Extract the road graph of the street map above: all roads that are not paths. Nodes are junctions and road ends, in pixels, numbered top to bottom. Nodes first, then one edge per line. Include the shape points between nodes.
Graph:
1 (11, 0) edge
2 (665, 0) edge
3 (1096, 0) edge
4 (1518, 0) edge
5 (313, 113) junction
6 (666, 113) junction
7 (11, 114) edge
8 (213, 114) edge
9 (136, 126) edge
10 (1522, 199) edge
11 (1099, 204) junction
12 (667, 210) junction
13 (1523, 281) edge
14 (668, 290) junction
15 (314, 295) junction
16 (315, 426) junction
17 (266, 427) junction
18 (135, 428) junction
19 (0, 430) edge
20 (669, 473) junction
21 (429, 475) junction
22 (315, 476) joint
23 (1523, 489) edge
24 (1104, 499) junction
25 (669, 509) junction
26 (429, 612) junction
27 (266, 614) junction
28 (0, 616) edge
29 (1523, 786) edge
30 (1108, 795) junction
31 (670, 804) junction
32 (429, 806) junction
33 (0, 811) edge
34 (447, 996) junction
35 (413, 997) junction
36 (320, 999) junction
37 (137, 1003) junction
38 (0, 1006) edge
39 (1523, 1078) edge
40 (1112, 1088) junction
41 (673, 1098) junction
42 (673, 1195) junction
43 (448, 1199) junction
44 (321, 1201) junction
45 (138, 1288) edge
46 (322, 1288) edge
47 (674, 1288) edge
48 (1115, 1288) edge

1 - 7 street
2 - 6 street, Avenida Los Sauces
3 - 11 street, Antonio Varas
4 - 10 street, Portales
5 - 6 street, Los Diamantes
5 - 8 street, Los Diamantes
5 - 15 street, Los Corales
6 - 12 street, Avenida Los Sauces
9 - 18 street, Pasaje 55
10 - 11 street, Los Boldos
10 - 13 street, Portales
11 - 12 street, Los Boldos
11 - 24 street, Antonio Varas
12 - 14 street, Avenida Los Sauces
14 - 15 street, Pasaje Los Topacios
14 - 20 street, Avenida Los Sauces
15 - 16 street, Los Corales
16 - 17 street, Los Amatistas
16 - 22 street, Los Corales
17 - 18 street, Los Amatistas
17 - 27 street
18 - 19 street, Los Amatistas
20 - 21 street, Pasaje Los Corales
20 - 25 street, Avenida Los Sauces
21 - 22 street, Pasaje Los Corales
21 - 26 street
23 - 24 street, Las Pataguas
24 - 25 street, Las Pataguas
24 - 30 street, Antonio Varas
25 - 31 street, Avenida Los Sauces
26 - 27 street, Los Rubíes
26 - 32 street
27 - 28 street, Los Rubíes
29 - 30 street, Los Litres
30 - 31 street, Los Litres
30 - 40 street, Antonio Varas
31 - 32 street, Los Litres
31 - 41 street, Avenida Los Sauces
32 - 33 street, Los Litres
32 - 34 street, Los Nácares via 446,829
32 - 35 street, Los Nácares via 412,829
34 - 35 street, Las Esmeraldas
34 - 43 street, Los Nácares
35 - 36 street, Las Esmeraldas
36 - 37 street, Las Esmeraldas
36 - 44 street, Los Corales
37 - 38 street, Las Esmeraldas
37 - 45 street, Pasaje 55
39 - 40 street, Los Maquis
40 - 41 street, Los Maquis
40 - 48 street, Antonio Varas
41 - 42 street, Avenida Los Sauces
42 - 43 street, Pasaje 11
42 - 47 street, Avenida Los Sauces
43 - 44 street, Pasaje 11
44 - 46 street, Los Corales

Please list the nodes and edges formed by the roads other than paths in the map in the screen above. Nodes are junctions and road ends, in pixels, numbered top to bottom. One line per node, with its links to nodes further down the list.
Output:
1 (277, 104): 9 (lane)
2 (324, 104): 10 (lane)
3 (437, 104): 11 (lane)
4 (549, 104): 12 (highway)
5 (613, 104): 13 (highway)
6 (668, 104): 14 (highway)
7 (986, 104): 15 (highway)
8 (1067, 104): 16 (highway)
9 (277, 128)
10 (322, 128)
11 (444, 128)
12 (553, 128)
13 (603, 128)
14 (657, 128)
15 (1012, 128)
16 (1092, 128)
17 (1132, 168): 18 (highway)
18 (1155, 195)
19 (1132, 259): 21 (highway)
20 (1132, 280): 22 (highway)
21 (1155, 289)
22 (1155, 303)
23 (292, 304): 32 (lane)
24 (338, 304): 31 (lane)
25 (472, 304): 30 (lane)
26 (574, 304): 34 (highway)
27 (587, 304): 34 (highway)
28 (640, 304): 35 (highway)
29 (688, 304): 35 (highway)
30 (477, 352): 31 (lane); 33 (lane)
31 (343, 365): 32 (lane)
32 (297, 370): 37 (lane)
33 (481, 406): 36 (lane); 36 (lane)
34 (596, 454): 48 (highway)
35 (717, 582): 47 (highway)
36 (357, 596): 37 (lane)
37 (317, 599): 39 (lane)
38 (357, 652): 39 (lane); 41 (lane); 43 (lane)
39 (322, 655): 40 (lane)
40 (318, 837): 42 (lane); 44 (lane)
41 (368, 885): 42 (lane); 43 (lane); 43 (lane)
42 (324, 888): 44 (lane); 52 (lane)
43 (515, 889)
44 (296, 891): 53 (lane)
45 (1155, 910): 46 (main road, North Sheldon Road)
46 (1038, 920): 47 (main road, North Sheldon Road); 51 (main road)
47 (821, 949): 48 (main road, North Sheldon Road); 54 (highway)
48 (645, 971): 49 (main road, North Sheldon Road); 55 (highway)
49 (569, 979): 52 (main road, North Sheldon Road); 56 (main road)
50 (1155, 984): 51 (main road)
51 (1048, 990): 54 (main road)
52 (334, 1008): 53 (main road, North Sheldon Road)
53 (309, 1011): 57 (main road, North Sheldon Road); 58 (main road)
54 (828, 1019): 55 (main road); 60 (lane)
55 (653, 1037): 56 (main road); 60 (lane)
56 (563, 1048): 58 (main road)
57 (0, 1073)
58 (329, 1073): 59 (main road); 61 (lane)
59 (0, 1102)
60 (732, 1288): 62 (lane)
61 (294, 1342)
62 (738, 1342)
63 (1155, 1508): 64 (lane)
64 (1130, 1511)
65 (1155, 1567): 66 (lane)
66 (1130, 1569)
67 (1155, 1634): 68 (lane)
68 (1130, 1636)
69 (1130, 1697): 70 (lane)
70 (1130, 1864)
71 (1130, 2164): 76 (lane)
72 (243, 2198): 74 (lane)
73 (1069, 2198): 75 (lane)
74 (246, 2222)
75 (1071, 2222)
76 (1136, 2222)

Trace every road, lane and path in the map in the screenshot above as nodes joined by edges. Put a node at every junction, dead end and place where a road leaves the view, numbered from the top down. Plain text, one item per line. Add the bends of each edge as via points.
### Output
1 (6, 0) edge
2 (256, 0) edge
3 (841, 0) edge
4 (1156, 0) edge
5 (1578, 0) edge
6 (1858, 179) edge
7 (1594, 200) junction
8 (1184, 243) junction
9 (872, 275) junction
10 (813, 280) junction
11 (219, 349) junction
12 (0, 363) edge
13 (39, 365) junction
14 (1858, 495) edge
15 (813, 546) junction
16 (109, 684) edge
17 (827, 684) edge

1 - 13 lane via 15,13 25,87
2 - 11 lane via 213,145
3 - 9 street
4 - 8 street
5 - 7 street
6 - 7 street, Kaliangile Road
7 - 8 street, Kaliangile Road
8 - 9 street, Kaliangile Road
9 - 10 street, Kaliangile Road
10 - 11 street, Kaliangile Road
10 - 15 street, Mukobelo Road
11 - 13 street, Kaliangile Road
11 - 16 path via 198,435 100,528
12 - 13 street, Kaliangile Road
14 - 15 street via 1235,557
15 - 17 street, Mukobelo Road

────────────────────

• **TASK REQUIREMENTS**
All lines above with "Esmeraldas" in them should be returned.

• **SOLUTION**
34 - 35 street, Las Esmeraldas
35 - 36 street, Las Esmeraldas
36 - 37 street, Las Esmeraldas
37 - 38 street, Las Esmeraldas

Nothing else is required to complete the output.